Bank of Cyprus top brass are optimistic about the lender’s future, but non-performing loans are a key challenge to tackle to restore confidence.
The Bank of Cyprus (BoC) board was expected to go over the restructuring plan with international lenders earlier this week. “BoC already has a CEO, we have closed our accounts for 2012 and in 15 days we are closing our six-month accounts,” BoC chairman Christis Hassapis said after the board met President Nicos Anastasiades. The lender has prepared a restructuring plan, 'the bible' of how BoC will operate in the next five years, “thus we think we are doing well. Bank of Cyprus will support the Cypriot economy,” Hassapis said.
“We are working on the restructuring plan with the Central Bank, which examines the changes we make on a daily basis. The changes are approved; there is no problem whatsoever and you should consider the plan’s approval certain,” Hassapis said.

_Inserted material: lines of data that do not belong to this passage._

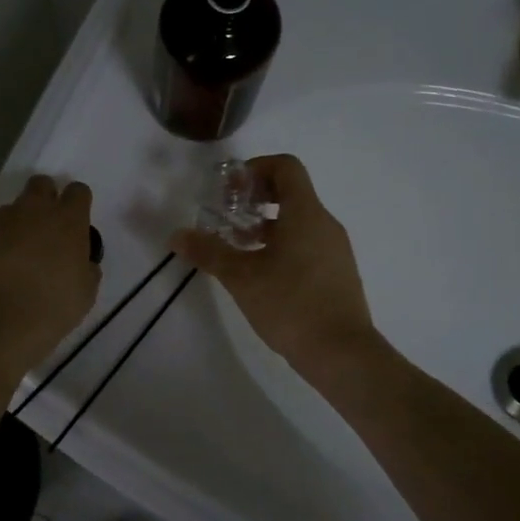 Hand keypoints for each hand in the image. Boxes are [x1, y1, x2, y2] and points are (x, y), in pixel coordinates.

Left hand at [0, 175, 101, 367]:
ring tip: (10, 260)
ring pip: (8, 211)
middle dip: (43, 199)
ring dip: (13, 227)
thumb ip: (86, 267)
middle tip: (43, 229)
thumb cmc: (53, 307)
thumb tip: (81, 262)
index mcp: (68, 220)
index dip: (77, 203)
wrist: (0, 321)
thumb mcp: (85, 291)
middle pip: (40, 185)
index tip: (75, 221)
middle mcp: (33, 210)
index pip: (78, 192)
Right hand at [170, 154, 383, 377]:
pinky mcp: (338, 273)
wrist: (342, 353)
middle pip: (291, 192)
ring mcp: (336, 249)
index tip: (231, 191)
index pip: (286, 166)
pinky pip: (308, 244)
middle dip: (256, 199)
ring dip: (267, 226)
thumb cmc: (291, 304)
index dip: (256, 169)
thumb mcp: (241, 277)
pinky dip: (283, 246)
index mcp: (305, 213)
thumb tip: (177, 235)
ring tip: (239, 249)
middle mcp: (325, 223)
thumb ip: (209, 251)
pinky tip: (263, 275)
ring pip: (299, 222)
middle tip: (229, 217) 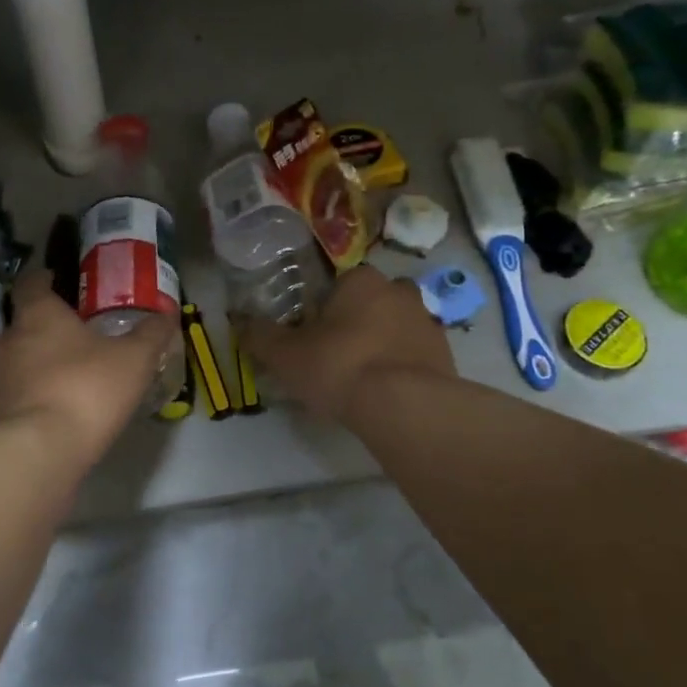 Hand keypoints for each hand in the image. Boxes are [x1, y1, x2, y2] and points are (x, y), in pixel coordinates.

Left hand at [0, 269, 180, 466]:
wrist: (38, 453)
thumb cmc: (86, 389)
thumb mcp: (133, 359)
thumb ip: (150, 334)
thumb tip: (166, 313)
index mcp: (39, 314)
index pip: (31, 282)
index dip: (43, 277)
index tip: (57, 277)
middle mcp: (11, 339)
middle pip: (26, 321)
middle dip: (49, 323)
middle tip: (78, 328)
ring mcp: (0, 377)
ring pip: (22, 357)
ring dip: (43, 359)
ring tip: (73, 368)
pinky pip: (21, 390)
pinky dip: (38, 390)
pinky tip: (62, 403)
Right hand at [239, 265, 455, 423]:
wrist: (406, 407)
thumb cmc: (340, 366)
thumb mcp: (285, 355)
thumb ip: (260, 336)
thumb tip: (240, 322)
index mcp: (361, 280)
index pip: (338, 285)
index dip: (322, 310)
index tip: (312, 336)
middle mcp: (399, 291)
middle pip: (370, 302)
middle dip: (356, 322)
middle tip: (335, 356)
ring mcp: (427, 322)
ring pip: (396, 327)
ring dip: (381, 344)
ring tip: (362, 379)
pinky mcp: (446, 355)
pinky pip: (415, 354)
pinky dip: (401, 367)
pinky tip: (386, 393)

Bank of Cyprus (BoC) reported record losses of €2.3 billion for 2012 on a surge in non-performing loans as a crippling recession impacted people’s ability to repay debts. John Hourican, a former RBS senior executive appointed CEO of Bank of Cyprus last week, said the issue of non-performing loans was among the most pressing issues at the bank.

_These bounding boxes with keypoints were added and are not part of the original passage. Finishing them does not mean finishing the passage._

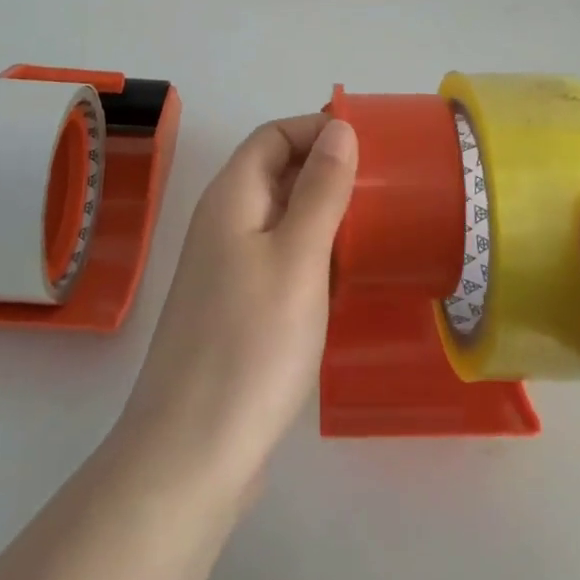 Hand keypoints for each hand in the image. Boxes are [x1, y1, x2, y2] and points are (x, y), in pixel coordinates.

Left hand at [114, 114, 358, 500]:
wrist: (193, 452)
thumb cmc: (251, 343)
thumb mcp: (298, 257)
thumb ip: (321, 189)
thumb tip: (338, 127)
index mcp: (231, 198)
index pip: (274, 135)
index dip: (318, 129)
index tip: (372, 145)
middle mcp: (224, 224)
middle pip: (277, 174)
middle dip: (328, 170)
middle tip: (387, 187)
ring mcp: (228, 269)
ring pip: (282, 220)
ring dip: (325, 215)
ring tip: (379, 226)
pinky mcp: (239, 310)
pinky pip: (281, 260)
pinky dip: (315, 256)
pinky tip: (348, 277) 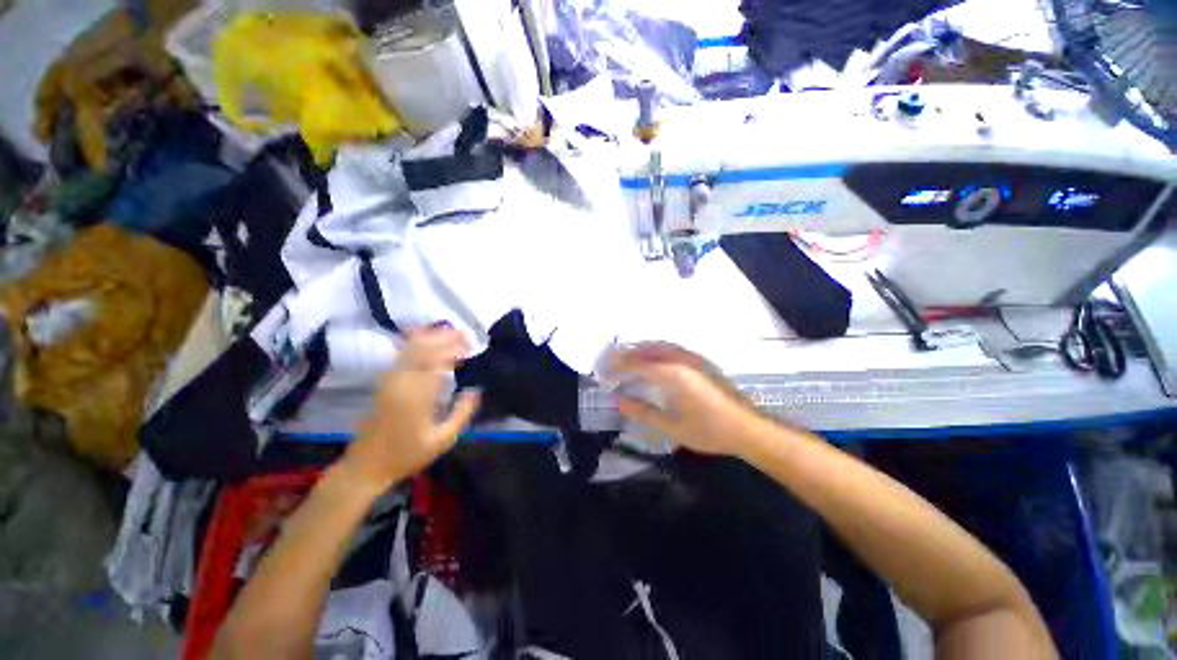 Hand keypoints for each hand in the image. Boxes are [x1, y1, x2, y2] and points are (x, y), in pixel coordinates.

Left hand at [341, 328, 480, 490]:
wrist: (366, 465)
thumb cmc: (407, 454)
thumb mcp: (443, 440)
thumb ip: (462, 413)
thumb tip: (475, 390)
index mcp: (417, 395)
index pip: (437, 360)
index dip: (454, 348)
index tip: (471, 344)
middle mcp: (401, 382)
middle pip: (422, 348)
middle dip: (444, 337)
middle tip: (465, 334)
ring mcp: (390, 380)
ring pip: (410, 348)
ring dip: (431, 337)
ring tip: (450, 332)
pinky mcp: (384, 382)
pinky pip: (401, 355)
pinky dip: (416, 343)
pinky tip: (426, 339)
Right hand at [609, 343, 773, 457]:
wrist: (747, 428)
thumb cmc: (709, 431)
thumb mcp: (672, 428)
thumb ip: (643, 413)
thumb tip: (619, 401)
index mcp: (672, 375)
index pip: (636, 364)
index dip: (617, 367)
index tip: (602, 372)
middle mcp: (680, 359)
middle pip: (645, 349)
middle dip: (624, 355)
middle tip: (609, 364)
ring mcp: (692, 357)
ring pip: (658, 346)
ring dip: (638, 351)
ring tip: (624, 361)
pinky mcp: (699, 361)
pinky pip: (669, 348)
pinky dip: (653, 351)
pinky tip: (649, 361) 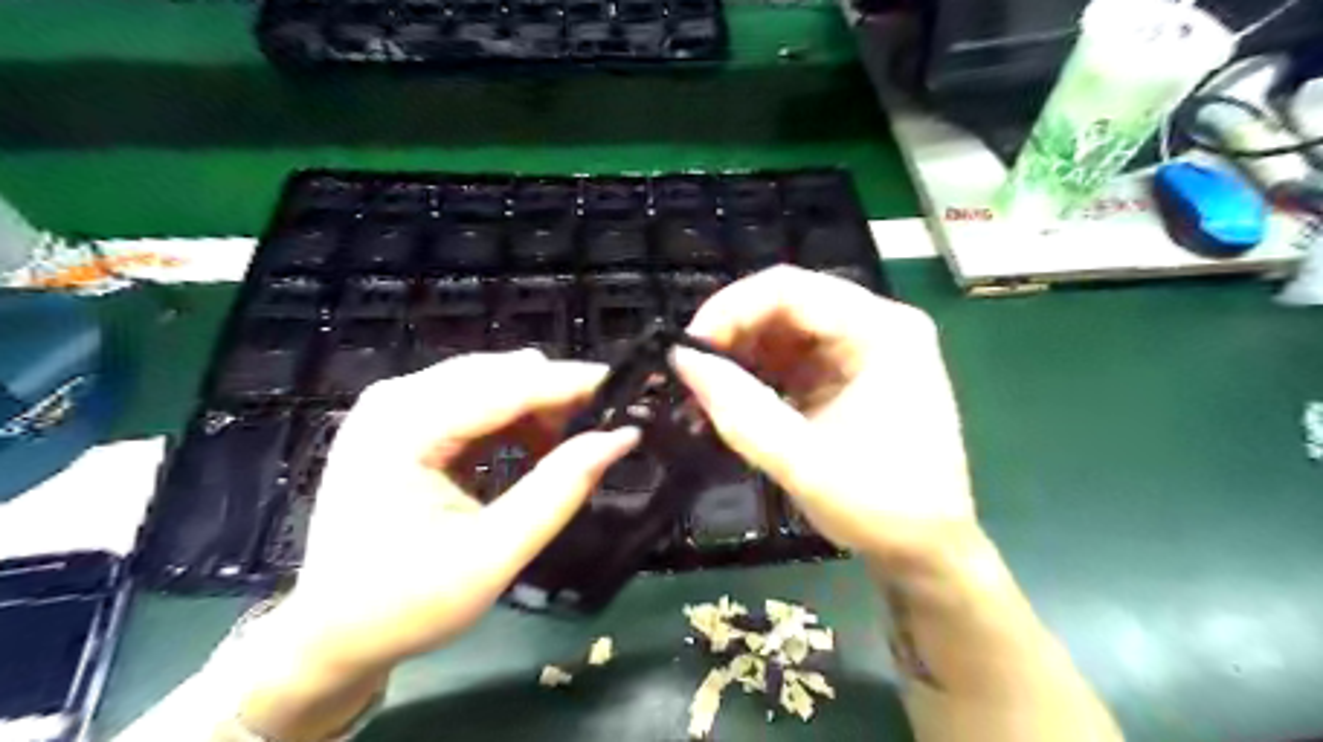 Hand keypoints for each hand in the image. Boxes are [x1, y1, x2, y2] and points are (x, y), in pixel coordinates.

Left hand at [275, 351, 638, 673]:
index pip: (506, 385)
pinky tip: (530, 450)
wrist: (330, 634)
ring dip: (537, 408)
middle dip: (556, 396)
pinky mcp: (402, 419)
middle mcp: (394, 399)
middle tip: (601, 431)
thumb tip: (621, 439)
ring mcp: (394, 405)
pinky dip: (513, 419)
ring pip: (491, 380)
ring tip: (565, 450)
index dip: (574, 383)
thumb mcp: (492, 554)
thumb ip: (559, 491)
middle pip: (499, 373)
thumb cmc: (405, 604)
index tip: (631, 386)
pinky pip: (475, 399)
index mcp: (402, 428)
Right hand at [673, 267, 969, 573]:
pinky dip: (758, 373)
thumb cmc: (881, 508)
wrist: (926, 552)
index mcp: (883, 331)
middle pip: (788, 303)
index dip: (730, 309)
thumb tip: (681, 358)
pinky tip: (733, 398)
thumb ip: (739, 408)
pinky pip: (793, 357)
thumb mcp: (803, 460)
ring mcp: (865, 349)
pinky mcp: (850, 374)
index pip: (791, 290)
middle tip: (691, 371)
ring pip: (785, 328)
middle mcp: (877, 325)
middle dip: (733, 332)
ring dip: (741, 354)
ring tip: (704, 389)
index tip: (688, 348) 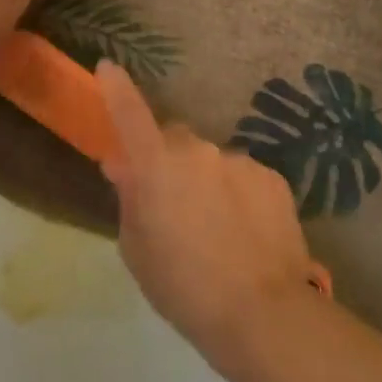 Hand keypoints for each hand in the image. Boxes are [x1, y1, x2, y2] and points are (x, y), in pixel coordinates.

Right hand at [96, 62, 323, 376]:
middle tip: (171, 202)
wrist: (263, 313)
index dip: (116, 88)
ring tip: (216, 229)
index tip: (108, 67)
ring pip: (212, 160)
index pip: (130, 113)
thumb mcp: (138, 250)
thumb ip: (130, 199)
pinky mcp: (273, 177)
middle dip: (168, 159)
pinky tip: (245, 231)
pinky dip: (238, 194)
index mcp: (157, 166)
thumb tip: (124, 166)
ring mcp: (240, 160)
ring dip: (206, 180)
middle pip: (174, 139)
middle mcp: (198, 150)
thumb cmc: (183, 288)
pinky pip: (243, 176)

“This is an unprecedented situation that has happened to Cyprus and to the Bank ofCyprus and I think that, while the problems are actually quite clear, the solutions are as of yet untested, and not clear to me given that I haven’t yet taken full possession of the job,” Hourican said. He fully assumes his duties on Monday. “I wouldn’t have taken the job if I didn’t think we can make a difference and I look forward to engaging with all of you and with the lawmakers and everyone in Cyprus over the course of the coming years, I will be moving here and I look forward to moving to Cyprus and trying to make a difference not just for the Bank but also for the country,” Hourican said.